## TO DO
What you give back must match the data character for character.

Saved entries
******

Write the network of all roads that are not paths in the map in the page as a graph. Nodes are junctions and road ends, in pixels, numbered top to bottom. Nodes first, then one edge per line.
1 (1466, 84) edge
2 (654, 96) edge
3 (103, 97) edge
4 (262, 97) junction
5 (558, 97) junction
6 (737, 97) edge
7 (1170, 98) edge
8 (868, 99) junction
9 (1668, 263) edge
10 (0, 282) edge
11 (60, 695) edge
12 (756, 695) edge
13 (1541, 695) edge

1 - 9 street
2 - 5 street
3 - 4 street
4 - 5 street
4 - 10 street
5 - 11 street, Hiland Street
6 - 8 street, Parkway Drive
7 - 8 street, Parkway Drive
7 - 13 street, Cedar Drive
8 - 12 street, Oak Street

******

## YOUR SOLUTION
Write the network of all roads that are not paths in the map in the page as a graph. Nodes are junctions and road ends, in pixels, numbered top to bottom. Nodes first, then one edge per line.
1 (1466, 84) edge
2 (654, 96) edge
3 (103, 97) edge
4 (262, 97) junction
5 (558, 97) junction
6 (737, 97) edge
7 (1170, 98) edge
8 (868, 99) junction
9 (1668, 263) edge
10 (0, 282) edge
11 (60, 695) edge
12 (756, 695) edge
13 (1541, 695) edge

1 - 9 street
2 - 5 street
3 - 4 street
4 - 5 street
4 - 10 street
5 - 11 street, Hiland Street
6 - 8 street, Parkway Drive
7 - 8 street, Parkway Drive
7 - 13 street, Cedar Drive
8 - 12 street, Oak Street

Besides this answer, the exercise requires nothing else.